A small number of edge cases require manual editing of the offset file — most often because the recorded position refers to data the connector can no longer read, or because a source-side recovery has moved the consumable window past the connector's last known position. In the past these edits required server-side filesystem access. Etlworks now provides an in-UI editor that does the same work safely, with automatic backup and JSON validation. This article documents that editor.
Two ways to reach the editor
The same offset editor is reachable from two places:
From the CDC connection editor
Click the Offset File button in the bottom toolbar. The editor loads the offset file associated with that specific connection.
From Explorer
Browse to a CDC Offset and History connection, right-click an offset file, and choose Edit CDC Offset. The editor loads that specific file.
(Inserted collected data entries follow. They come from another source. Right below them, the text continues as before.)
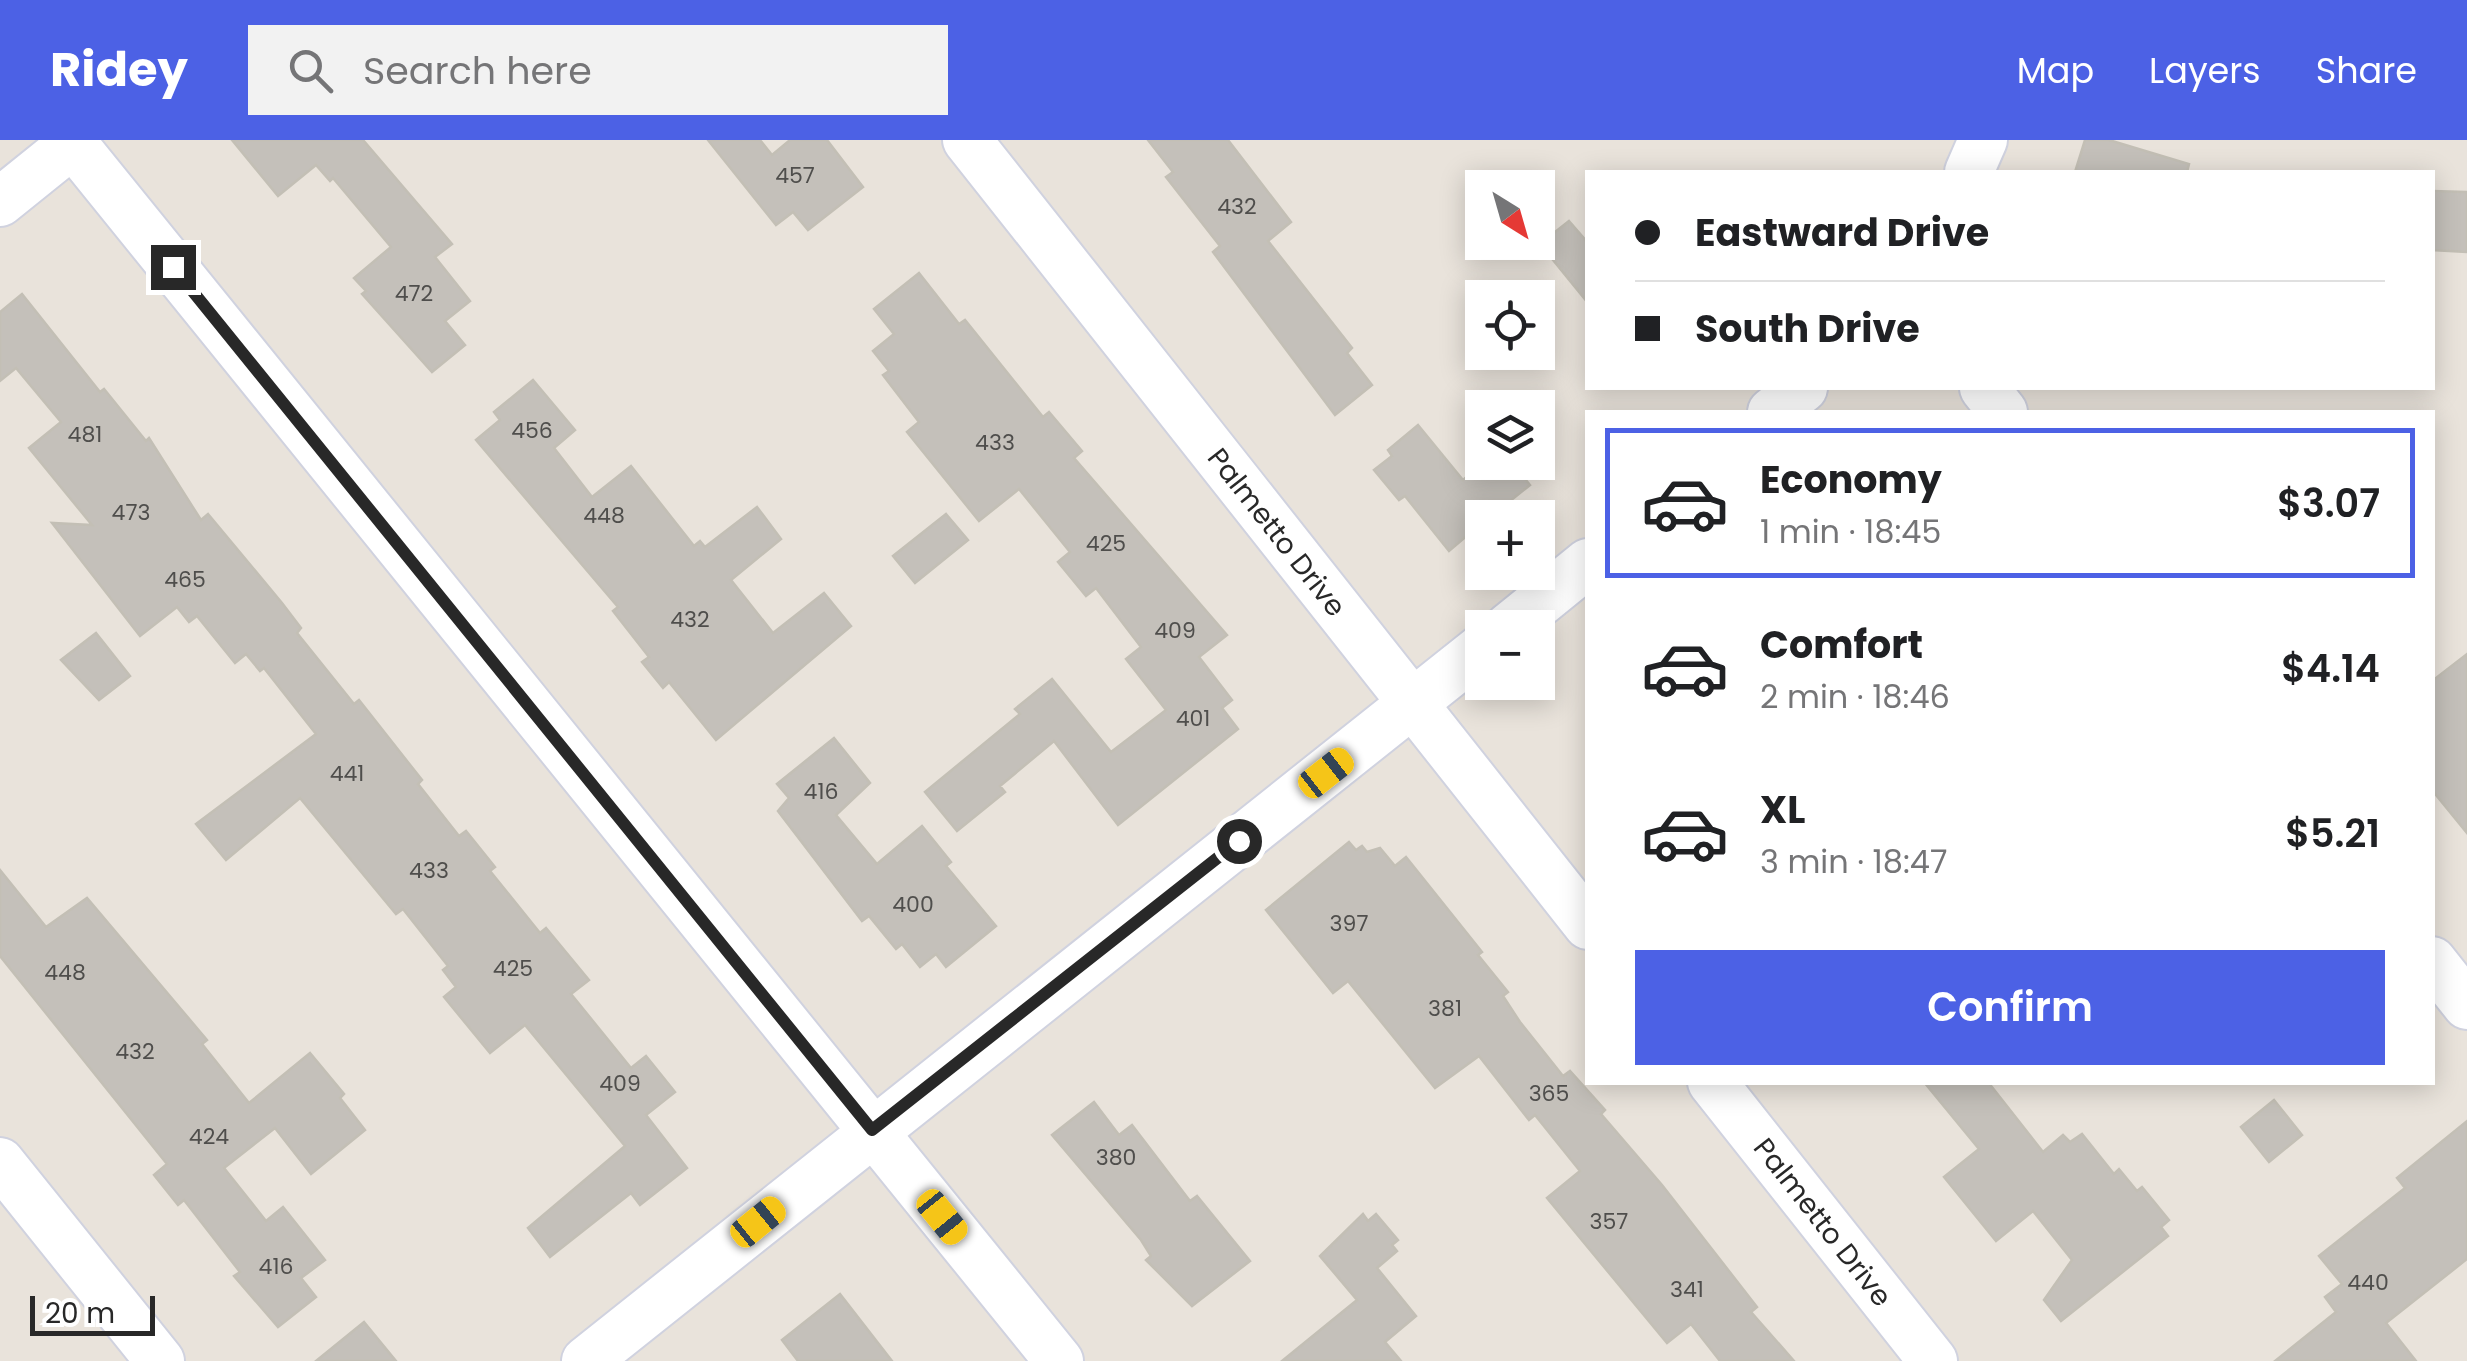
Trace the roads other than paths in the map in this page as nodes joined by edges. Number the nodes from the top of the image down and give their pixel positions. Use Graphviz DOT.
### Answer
graph roads {
  1 [pos="967,140"];
  2 [pos="1983,140"];
  3 [pos="73,141"];
  4 [pos="1970,170"];
  5 [pos="0,202"];
  6 [pos="1800,390"];
  7 [pos="1986,390"];
  8 [pos="1775,410"];
  9 [pos="2001,410"];
  10 [pos="1585,565"];
  11 [pos="1530,610"];
  12 [pos="1465,662"];
  13 [pos="1413,704"];
  14 [pos="1585,921"];
  15 [pos="2435,965"];
  16 [pos="2467,1005"];
  17 [pos="1714,1085"];
  18 [pos="872,1130"];
  19 [pos="0,1162"];
  20 [pos="160,1361"];
  21 [pos="586,1361"];
  22 [pos="1059,1361"];
  23 [pos="1933,1361"];
  1 -- 13 [label="street, Palmetto Drive"];
  2 -- 4 [label="street"];
  3 -- 5 [label="street"];
  3 -- 18 [label="street"];
  6 -- 8 [label="street"];
  7 -- 9 [label="street"];
  10 -- 11 [label="street"];
  12 -- 13 [label="street"];
  13 -- 14 [label="street, Palmetto Drive"];
  13 -- 18 [label="street"];
  15 -- 16 [label="street"];
  17 -- 23 [label="street, Palmetto Drive"];
  18 -- 21 [label="street"];
  18 -- 22 [label="street"];
  19 -- 20 [label="street"];
}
Both paths open the same modal and write through the same backend with the same safety checks.
When to use this feature
Editing the offset file is an advanced troubleshooting operation. Use it when one of the following applies:
- The recorded position points at data the source can no longer provide. For example, MySQL has rotated past the binlog file referenced in the offset, PostgreSQL has reclaimed the WAL position behind the connector's replication slot, or SQL Server has truncated the change-tracking range. The flow fails on startup with a "position not found" or equivalent error.
- The recorded position contains a record the connector cannot process. The flow fails repeatedly at the same position with a deserialization error, a schema mismatch, or an unrecoverable parse failure. After confirming that the offending record can be safely skipped, you can move the position past it.
- A source-side recovery, restore, or migration has changed the log position you should resume from. For example, the source database was restored from a backup, point-in-time recovery moved the consumable window, or the database was failed over to a replica with a different log position.
- Support is guiding you through a recovery. Etlworks support sometimes asks customers to confirm or edit the current offset content. The editor lets you do that without granting filesystem access to the integrator host.
- You need to inspect the current resume position without writing to the file. Open the editor and use Close to leave the file unchanged.
If the symptom is “the flow keeps re-snapshotting on every restart” or “the flow shows Running but no events are produced,” review Recovery and Resumability first — the cause is often elsewhere (deleted offset file, unsafe offset path, read-only volume) and editing the offset will not help.
Warnings and prerequisites
Read this section before opening the editor.
- Stop the CDC flow first. Editing the offset while the connector is running can leave the file in an inconsistent state and the connector may overwrite your edit on its next flush. Stop the flow from the UI before making any changes.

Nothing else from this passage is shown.